The green toad

 

The green toad (Bufotes lineatus, previously Bufo viridis) is an anuran toad (toads without tail). It has a light colour with greenish spots (from which its name comes), yellow iris with elliptical pupil and glands for cutaneous breathing more subparallel and long than the common toad (Bufo bufo). Usually the male green toad is 6-8 cm long, and the female is bigger, 8-10 cm. The species is strictly protected by the Berne Convention for the Protection of minor fauna and Annex IV of the Habitats Directive. Although not endangered, the toad is threatened by human activities such as pollution and the destruction of wetlands. Like other amphibians, it is a valuable biological indicator of water quality. In fact, breeding occurs in water.

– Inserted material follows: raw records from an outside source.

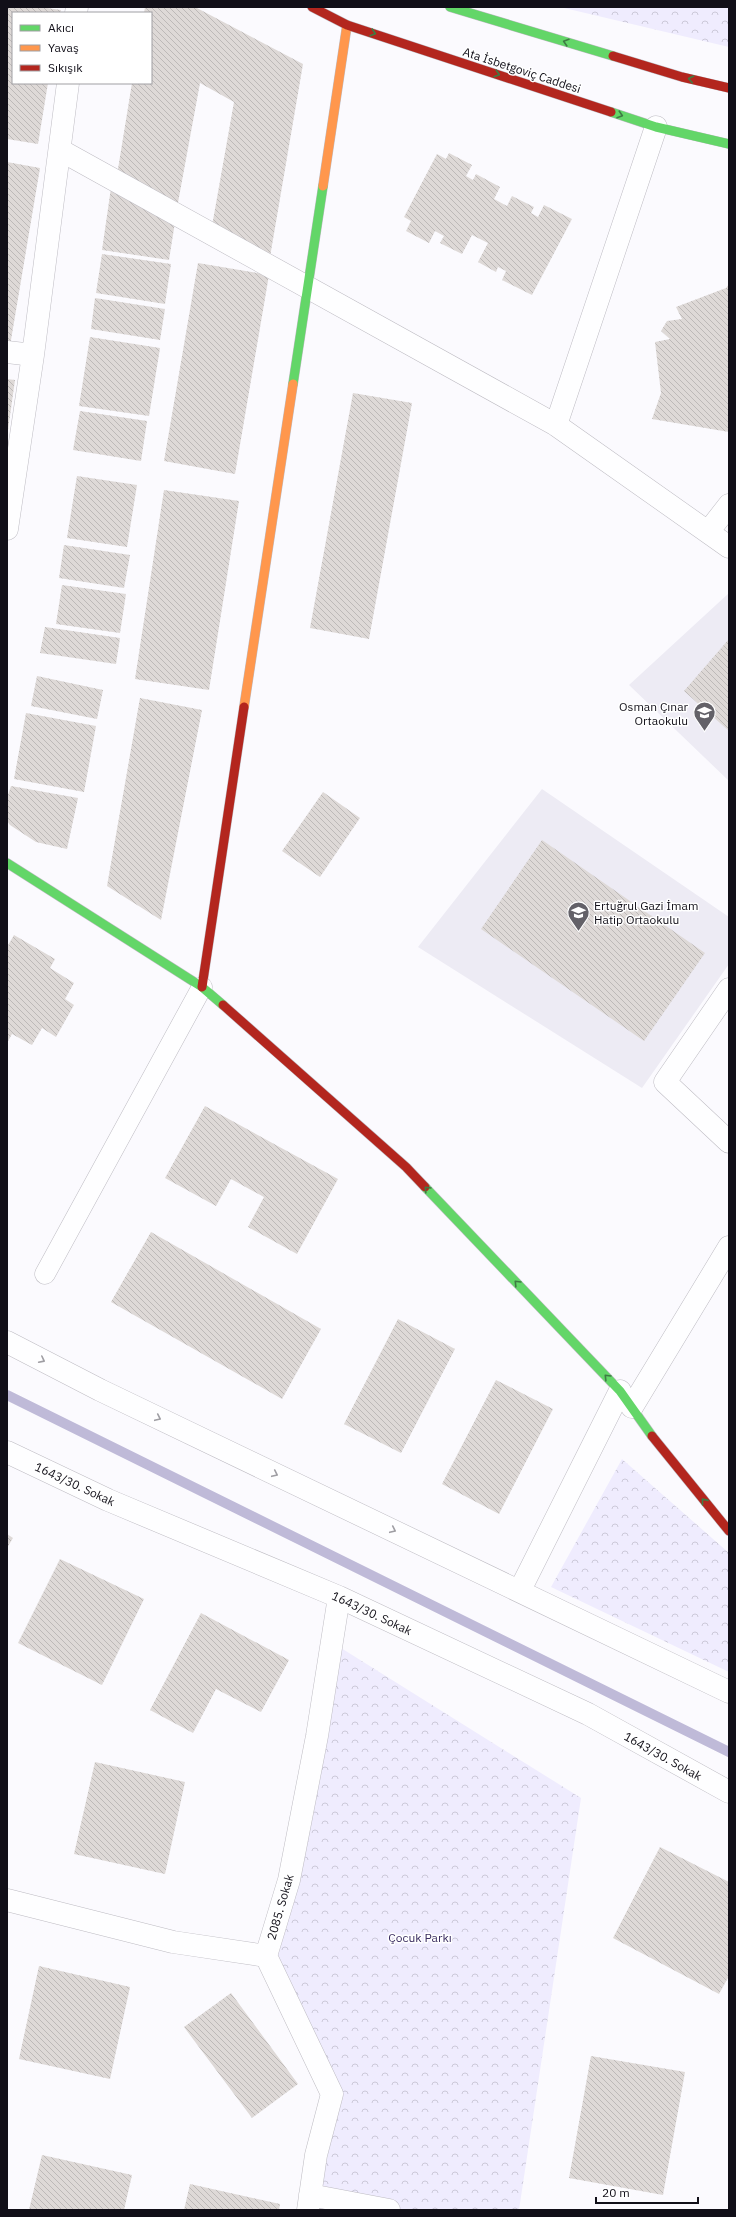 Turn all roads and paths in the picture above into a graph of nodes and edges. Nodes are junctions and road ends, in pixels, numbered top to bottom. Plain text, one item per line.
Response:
1 (312, 7) edge
2 (450, 7) edge
3 (347, 25) junction
4 (68, 84) edge
5 (729, 88) edge
6 (656, 127) junction
7 (729, 144) edge
8 (60, 150) junction
9 (307, 289) junction
10 (7, 352) edge
11 (33, 355) junction
12 (556, 425) junction
13 (729, 505) edge
14 (7, 529) edge
15 (708, 532) junction
16 (729, 547) edge
17 (7, 863) edge
18 (202, 988) junction
19 (729, 989) edge
20 (729, 1142) edge
21 (729, 1247) edge
22 (45, 1274) dead end
23 (7, 1342) edge
24 (626, 1399) junction
25 (7, 1452) edge
26 (729, 1532) edge
27 (520, 1590) junction
28 (339, 1597) junction
29 (729, 1692) edge
30 (729, 1792) edge
31 (7, 1900) edge
32 (266, 1956) junction
33 (309, 2202) edge
34 (389, 2210) edge

1 - 3 street, Ata İsbetgoviç Caddesi
5 -> 2 street
3 -> 6 street, Ata İsbetgoviç Caddesi
3 - 9 street
4 - 8 street
6 - 7 street, Ata İsbetgoviç Caddesi
6 - 12 street
8 - 9 street
8 - 11 street
9 - 12 street
9 - 18 street
10 - 11 street
11 - 14 street
12 - 15 street
13 - 15 street
15 - 16 street
17 - 18 street
18 - 22 lane
24 -> 18 street
19 - 20 street
21 - 24 street
23 -> 27 street
26 -> 24 street
24 - 27 street
25 - 28 street, 1643/30. Sokak
27 - 29 street
28 - 30 street, 1643/30. Sokak
28 - 32 street, 2085. Sokak
31 - 32 street, 2085. Sokak
32 - 33 street
33 - 34 street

This is even more evident in spring (April-May) in the wetlands of the Torre del Cerrano Marine Protected Area, when males cling to the back of the females and fertilize the thousands of eggs that they lay in gelatinous strings adhering to aquatic vegetation and floating in the weak stream. The water temperature will determine the hatching rate and subsequent metamorphosis of the larvae (tadpoles) in small toads. Unlike other amphibians, green toad tadpoles tolerate high levels of salinity in the water – as evidenced by their presence just a few metres from the sea – are grey or brown and up to 4.5 cm long. In the summer, raising of temperature communicates to tadpoles the danger that the pool in which they swim and feed may dry. So the back legs at first and then the front ones appear. The digestive system gets transformed in the transition from an omnivorous diet to an insectivorous one. Within 1-2 days of fasting, with the absorption of the tail and the loss of the gills, the metamorphosis ends. One day from its transformation, the little green toad begins to feed on insects and other small invertebrates.

At the end of metamorphosis, it happens to see a myriad of small toads hopping on the beach, as they migrate from the small river, increasingly stagnant and dry, to the dunes and the land behind. Thus, the risk of becoming prey of snakes and birds or being killed by cars increases. In the Torre del Cerrano Marine Protected Area, this danger occurs in the lane that leads from the railway underpass to the Tower, where the wall of reinforced concrete on which the railway runs is a true ecological trap, while elsewhere the biological permeability is actually favoured by the small streams. This proves, once again, their immense ecological value to protect.